Meine Überarbeitung ist fast abgeschlossen, und seit einigen Wochen läuft http://www.astropeiler.de unter Drupal. Es fehlen noch einige Kleinigkeiten, und natürlich kann man am Inhalt immer weiter arbeiten, aber an sich ist die Seite und damit meine erste Webseite mit professionellen Anforderungen fertig.
Ich muss aber zugeben, dass ich den anfänglichen Aufwand für die Änderungen unterschätzt habe. Falls jemand mal eine solche mittelgroße Webseite auf ein CMS umziehen will (oder im Rahmen eines Hiwijobs muss), habe ich hier mal Dinge notiert, die ich bei dieser Aktion gelernt habe.
Welches CMS soll ich nehmen?
Diese Frage steht beim Umzug ja ganz am Anfang und frisst gleich nach dem Projektstart viel Zeit. Kaum ein CMS hat eine wirklich ehrliche, umfassende Selbstbewertung auf seiner Webseite, so dass man ums Ausprobieren kaum herumkommt. Eine gewisse Hilfe sind dabei Livedemos, aber Testinstallationen auf dem eigenen Webspace sind unerlässlich.
Mein Fazit zu dieser Frage: Jedes CMS macht irgendwann irgendwie Stress. Es ist deshalb nicht so wichtig, ein CMS zu finden, das "out of the box" optimal für die Aufgabe geeignet ist. Es sollte vielmehr ein großes, schon lange aktives System mit einer soliden Community, die Updates und Sicherheitsüberprüfungen sicherstellt, sein. So ein System hat wahrscheinlich noch einige Jahre vor sich, und bei großen Systemen ist es einfach, Unterstützung und Literatur zu bekommen.
Welcher Hoster?
Für eher kleine Seiten ist ein Hostingvertrag (statt eines eigenen Servers) meistens ausreichend. Ich finde es mittlerweile sehr wichtig, per ssh direkten Zugang auf den Rechner zu bekommen. Daneben sind IMAP-Mailkonten mit ausreichend Speicherplatz sinnvoll, vor allem, wenn mehrere Leute das System nutzen wollen. Viele CMS verlangen derzeit eine PHP-Installation, die nicht im sog. safe mode läuft. Das schränkt den Markt schon recht stark ein -- nach einigem Suchen habe ich mich, wie für meine privaten Seiten, für TMKIS entschieden.

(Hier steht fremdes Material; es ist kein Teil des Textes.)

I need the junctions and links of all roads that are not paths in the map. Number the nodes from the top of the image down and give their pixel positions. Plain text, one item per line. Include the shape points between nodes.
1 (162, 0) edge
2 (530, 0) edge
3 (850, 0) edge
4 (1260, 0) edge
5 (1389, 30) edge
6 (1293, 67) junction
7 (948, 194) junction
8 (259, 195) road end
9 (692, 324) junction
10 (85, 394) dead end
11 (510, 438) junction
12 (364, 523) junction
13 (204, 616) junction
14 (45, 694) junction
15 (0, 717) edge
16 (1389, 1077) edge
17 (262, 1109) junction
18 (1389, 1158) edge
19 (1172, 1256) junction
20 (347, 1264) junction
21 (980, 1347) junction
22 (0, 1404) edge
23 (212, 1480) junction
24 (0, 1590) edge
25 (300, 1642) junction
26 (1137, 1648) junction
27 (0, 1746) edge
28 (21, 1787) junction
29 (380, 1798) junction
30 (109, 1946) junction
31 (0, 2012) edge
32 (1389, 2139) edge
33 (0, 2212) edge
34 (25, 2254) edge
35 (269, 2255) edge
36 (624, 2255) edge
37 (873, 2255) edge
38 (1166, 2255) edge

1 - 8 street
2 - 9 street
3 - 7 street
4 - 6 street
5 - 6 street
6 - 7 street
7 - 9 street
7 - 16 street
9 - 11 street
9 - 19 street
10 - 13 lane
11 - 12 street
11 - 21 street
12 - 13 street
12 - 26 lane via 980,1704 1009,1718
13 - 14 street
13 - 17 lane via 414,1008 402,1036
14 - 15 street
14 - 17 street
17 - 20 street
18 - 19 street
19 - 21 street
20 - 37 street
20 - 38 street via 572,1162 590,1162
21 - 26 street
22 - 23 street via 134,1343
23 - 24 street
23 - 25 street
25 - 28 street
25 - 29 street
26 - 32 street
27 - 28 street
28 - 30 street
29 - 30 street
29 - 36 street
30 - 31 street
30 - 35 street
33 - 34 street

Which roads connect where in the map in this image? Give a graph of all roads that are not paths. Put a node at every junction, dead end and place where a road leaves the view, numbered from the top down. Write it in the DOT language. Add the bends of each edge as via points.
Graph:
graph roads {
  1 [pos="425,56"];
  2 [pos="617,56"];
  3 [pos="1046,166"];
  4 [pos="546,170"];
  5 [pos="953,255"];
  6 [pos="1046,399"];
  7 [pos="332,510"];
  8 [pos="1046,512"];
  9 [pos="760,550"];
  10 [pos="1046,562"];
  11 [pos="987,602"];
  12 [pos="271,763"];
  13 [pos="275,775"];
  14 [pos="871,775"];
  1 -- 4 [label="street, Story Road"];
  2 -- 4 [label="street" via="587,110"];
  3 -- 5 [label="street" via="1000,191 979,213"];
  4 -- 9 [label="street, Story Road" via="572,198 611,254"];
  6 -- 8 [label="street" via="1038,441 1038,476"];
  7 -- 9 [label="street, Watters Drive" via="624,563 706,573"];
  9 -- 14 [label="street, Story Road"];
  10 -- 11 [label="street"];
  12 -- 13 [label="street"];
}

Wer etwas größeres vor hat, findet bei Isotopp einen nützlichen Artikel über die Auslegung von Datenbankservern.
Testseite aufsetzen
Damit man nicht alle Änderungen "live" ausprobieren muss, sollte man eine möglichst identische Seite unter einer anderen URL erstellen, dort experimentieren und die ausgetesteten Änderungen dann auf die "richtige" Seite übertragen.
Layout gut planen
Das Layout sollte man sich (auch wenn das als Aushilfe schwer sein kann) nicht von einem Grafiker vorgeben lassen, sondern von der logischen Seitenstruktur ausgehend ein möglichst "robustes" Layout erstellen. Wichtige Punkte (neben der selbstverständlichen Forderung nach validem HTML und CSS):
- Bei der Änderung von Schriftgrößen sollten Texte nicht ineinanderlaufen.
- Breite Bilder "sprengen" CSS-Boxen. Hier muss man evtl. auf Tabellenlayouts zurückgreifen.
- "Graceful degradation" ist wirklich wichtig. Je nach Art der Seite sollte man auch auf mobilen Browsern und mit Textbrowsern testen.